> EXTRACTED INFORMATION:
■ ■ ■ ■ ■

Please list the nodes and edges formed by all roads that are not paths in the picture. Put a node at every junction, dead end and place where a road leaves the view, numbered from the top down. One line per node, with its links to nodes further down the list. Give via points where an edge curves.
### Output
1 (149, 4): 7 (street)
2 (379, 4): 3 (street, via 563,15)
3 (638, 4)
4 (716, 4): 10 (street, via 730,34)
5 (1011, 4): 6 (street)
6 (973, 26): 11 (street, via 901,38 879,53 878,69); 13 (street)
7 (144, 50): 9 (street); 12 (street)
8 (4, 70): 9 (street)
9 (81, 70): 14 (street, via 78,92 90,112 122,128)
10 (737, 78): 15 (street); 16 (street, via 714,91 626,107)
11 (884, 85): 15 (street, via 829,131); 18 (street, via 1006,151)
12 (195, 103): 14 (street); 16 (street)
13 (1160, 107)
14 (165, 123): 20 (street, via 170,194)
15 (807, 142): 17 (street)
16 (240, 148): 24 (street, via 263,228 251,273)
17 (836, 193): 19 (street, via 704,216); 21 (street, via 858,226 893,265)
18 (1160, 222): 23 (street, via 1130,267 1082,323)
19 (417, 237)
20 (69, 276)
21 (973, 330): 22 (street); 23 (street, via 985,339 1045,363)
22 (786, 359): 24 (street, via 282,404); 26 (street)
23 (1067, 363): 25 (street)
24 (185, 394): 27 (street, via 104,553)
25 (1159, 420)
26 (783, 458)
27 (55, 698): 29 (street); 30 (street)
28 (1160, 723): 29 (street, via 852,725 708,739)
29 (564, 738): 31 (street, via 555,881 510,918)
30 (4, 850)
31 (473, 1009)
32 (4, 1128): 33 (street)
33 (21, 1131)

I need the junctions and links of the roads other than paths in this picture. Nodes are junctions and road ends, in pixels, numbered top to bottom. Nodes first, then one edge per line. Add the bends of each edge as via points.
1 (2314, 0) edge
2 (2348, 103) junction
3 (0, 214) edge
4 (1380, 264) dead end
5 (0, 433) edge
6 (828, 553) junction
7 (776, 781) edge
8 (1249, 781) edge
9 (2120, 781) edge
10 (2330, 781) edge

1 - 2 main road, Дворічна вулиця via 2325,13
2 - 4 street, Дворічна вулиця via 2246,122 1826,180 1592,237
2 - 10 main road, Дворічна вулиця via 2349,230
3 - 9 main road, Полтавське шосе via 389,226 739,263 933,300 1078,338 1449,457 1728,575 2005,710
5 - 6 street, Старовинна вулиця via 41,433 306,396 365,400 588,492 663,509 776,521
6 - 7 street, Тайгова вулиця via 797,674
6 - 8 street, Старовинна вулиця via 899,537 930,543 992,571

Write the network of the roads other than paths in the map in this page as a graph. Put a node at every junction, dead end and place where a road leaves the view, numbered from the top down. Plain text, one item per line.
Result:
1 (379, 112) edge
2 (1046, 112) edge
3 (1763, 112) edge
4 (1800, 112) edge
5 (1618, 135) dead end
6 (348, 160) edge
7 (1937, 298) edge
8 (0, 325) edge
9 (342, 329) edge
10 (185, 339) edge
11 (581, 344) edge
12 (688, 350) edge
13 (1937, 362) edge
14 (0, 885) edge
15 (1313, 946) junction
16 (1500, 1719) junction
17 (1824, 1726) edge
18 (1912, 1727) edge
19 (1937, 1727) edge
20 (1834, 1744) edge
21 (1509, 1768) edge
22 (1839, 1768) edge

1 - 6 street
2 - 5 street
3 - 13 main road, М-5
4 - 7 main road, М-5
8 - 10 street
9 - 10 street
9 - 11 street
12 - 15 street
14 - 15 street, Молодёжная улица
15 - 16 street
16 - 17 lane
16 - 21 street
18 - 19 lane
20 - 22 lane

■ ■ ■ ■ ■

> TASK STATEMENT: In the entries above, find each line that includes the string "place" and copy it.

> RESULT OF THIS TASK:
Please list the nodes and edges formed by all roads that are not paths in the picture. Put a node at every junction, dead end and place where a road leaves the view, numbered from the top down. One line per node, with its links to nodes further down the list. Give via points where an edge curves.
Write the network of the roads other than paths in the map in this page as a graph. Put a node at every junction, dead end and place where a road leaves the view, numbered from the top down. Plain text, one item per line.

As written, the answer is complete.